El que los barones socialistas más reacios a que Cataluña quede definida como nación hayan admitido una referencia en el preámbulo del Estatuto es algo ciertamente alarmante. Diluyen su importancia recalcando su carácter descriptivo, no asertivo. Y para ello se enredan en que si tal expresión habrá de ser Cataluña, que se considera a sí misma una nación, o tiene una identidad propia de nación, o tiene sentimiento de nación, palabrería sorprendente por su desorientación e inconsistencia. La sensación que deja tan vana cháchara es que nuestros dirigentes socialistas carecen del menor rigor intelectual y de respeto por sí mismos y por los ciudadanos a quienes representan.
Lo grave del asunto es que, por candidez o cálculo electoral, intentan convencerse a sí mismos y a los demás de que una mención en el preámbulo carecería de consecuencias jurídicas. Algo así como si aclarasen que no es para tanto, que Cataluña vendría a ser nación pero poco, que dicha expresión no afectará ni al bolsillo ni a los derechos de los ciudadanos de otras regiones. Sería una astuta concesión al capricho nacionalista que no pasaría de la categoría de símbolo sin consecuencia práctica alguna.
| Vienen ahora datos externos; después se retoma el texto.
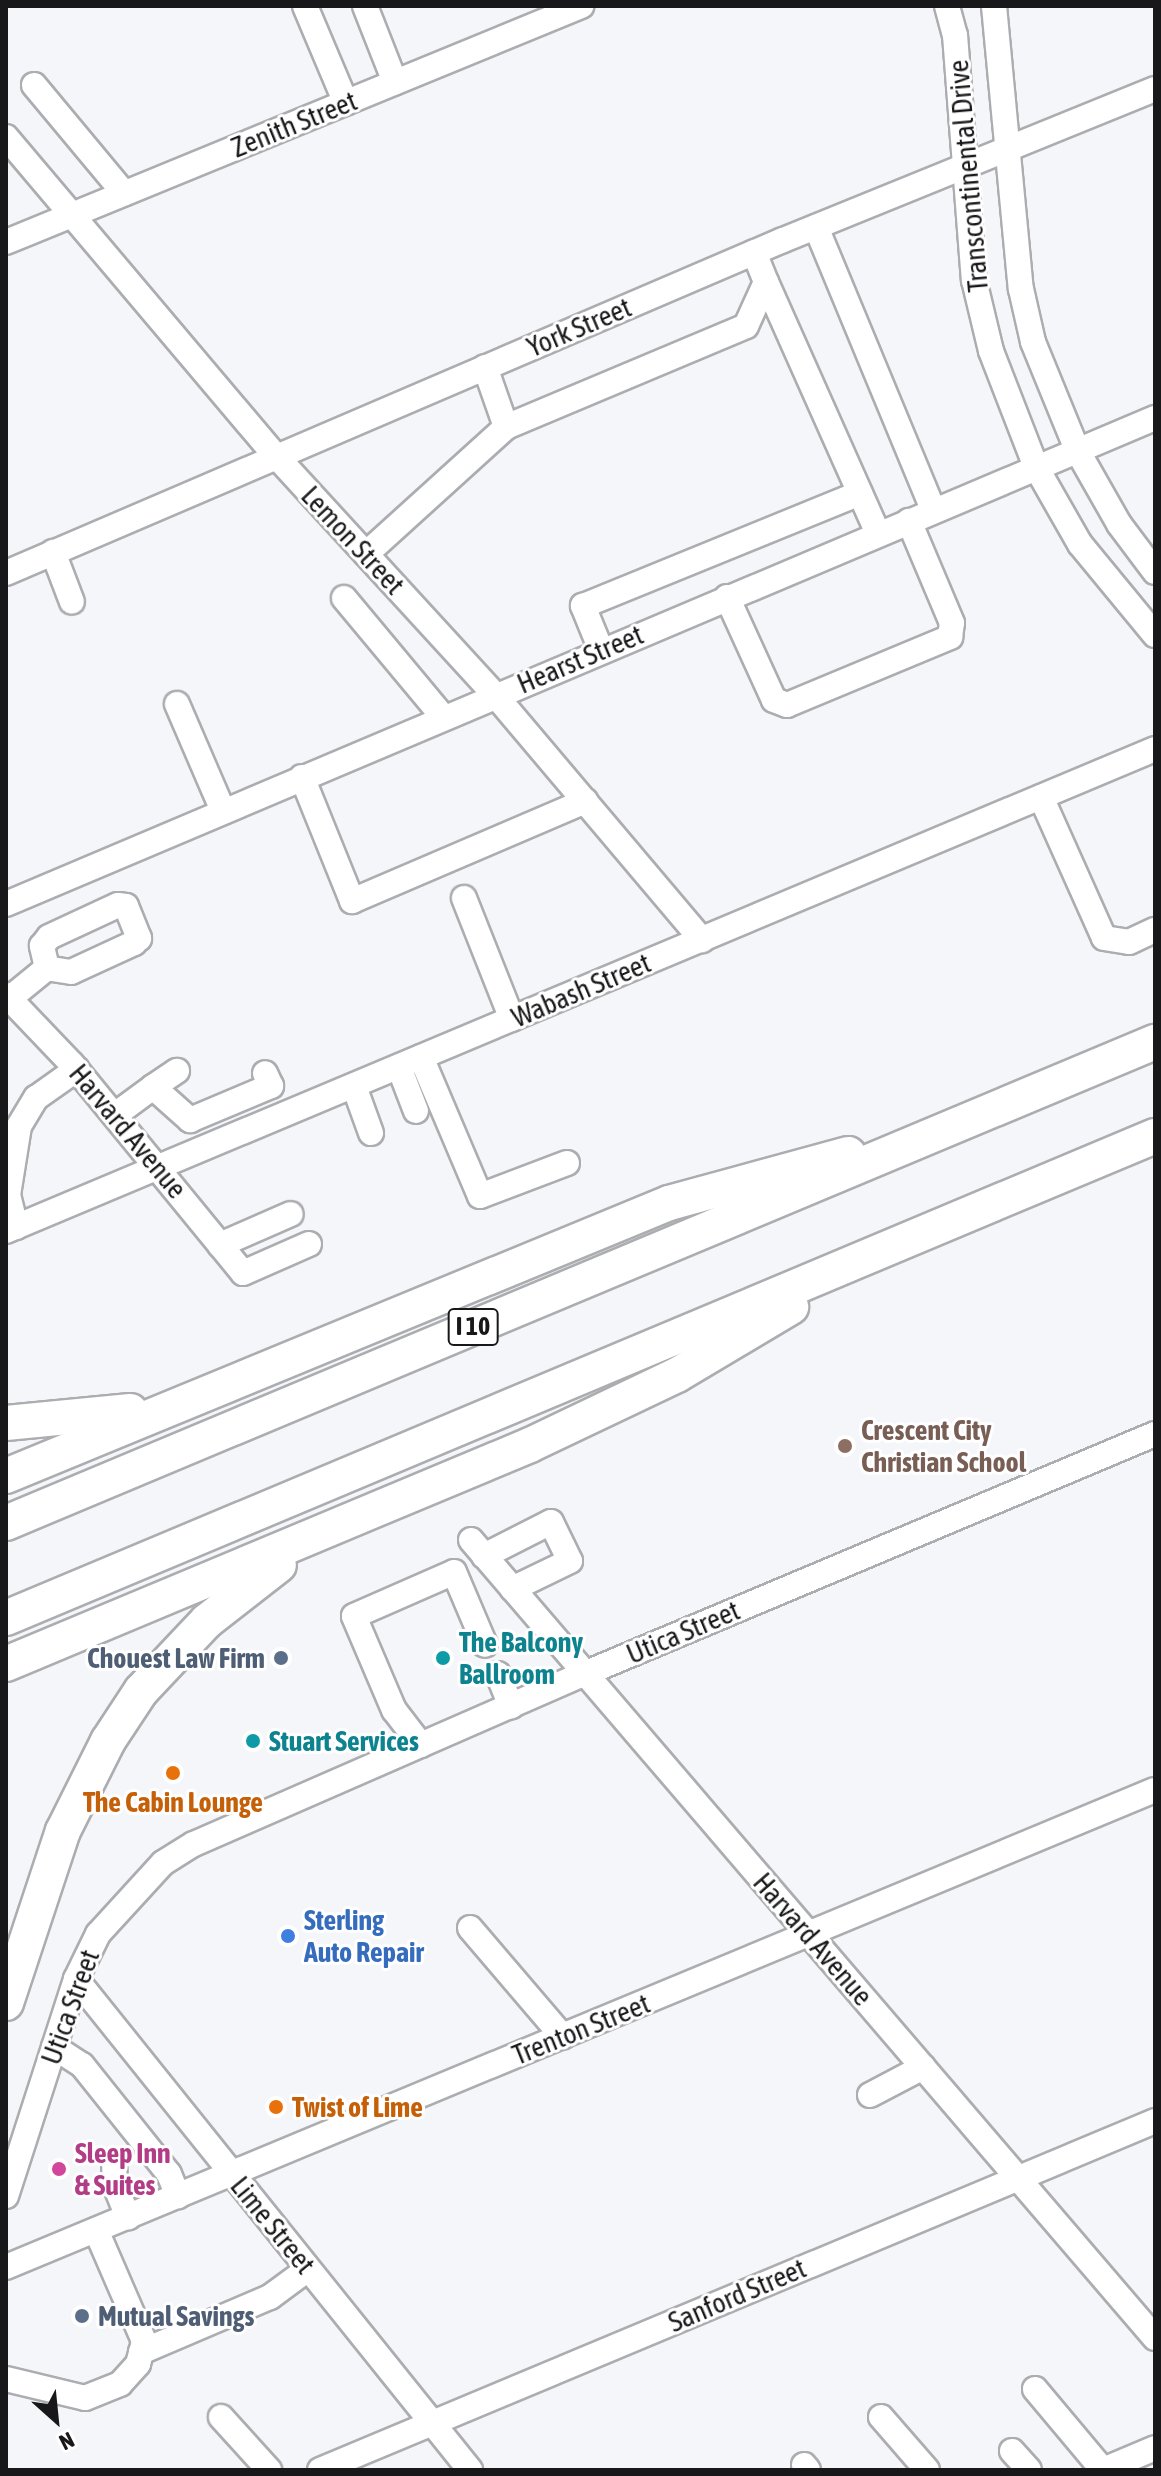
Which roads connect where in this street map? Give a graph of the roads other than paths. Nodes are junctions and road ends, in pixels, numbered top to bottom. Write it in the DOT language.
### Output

Pero ahí está el error, el gravísimo e imperdonable error. Vuelve a repetirse el mismo absurdo lingüístico, jurídico, histórico y político que se cometió en 1978 con el necio término nacionalidad. También en aquel entonces se entendió que era un símbolo sin consecuencias. ¡Pero he aquí las consecuencias! Las estamos pagando en este momento. Esta reforma estatutaria es la consecuencia jurídica de aquello. Pero nuestros socialistas siguen sin enterarse.
–Es que es un símbolo –repetirán–. No tiene transcendencia en la vida real.
Pero es que precisamente eso, el símbolo, es lo que los nacionalistas llevan persiguiendo desde hace décadas con astucia y tenacidad admirables. ¿No son las selecciones deportivas un símbolo? ¿Qué consecuencias jurídicas tienen? Efectivamente, ninguna. Pero los nacionalistas las anhelan precisamente por su poder simbólico. En el mundo de hoy una selección deportiva es la embajada volante, la prueba, el símbolo de la existencia de una nación; como las matrículas de los coches, o los carnets de identidad, o la pegatina del burrito catalán, o las pancartas en los estadios, o la ausencia de banderas nacionales. Todos son símbolos utilizados para crear una alucinada conciencia nacional ajena a España y para probar, para simbolizar ante los ojos de todo el mundo, que Cataluña no es España.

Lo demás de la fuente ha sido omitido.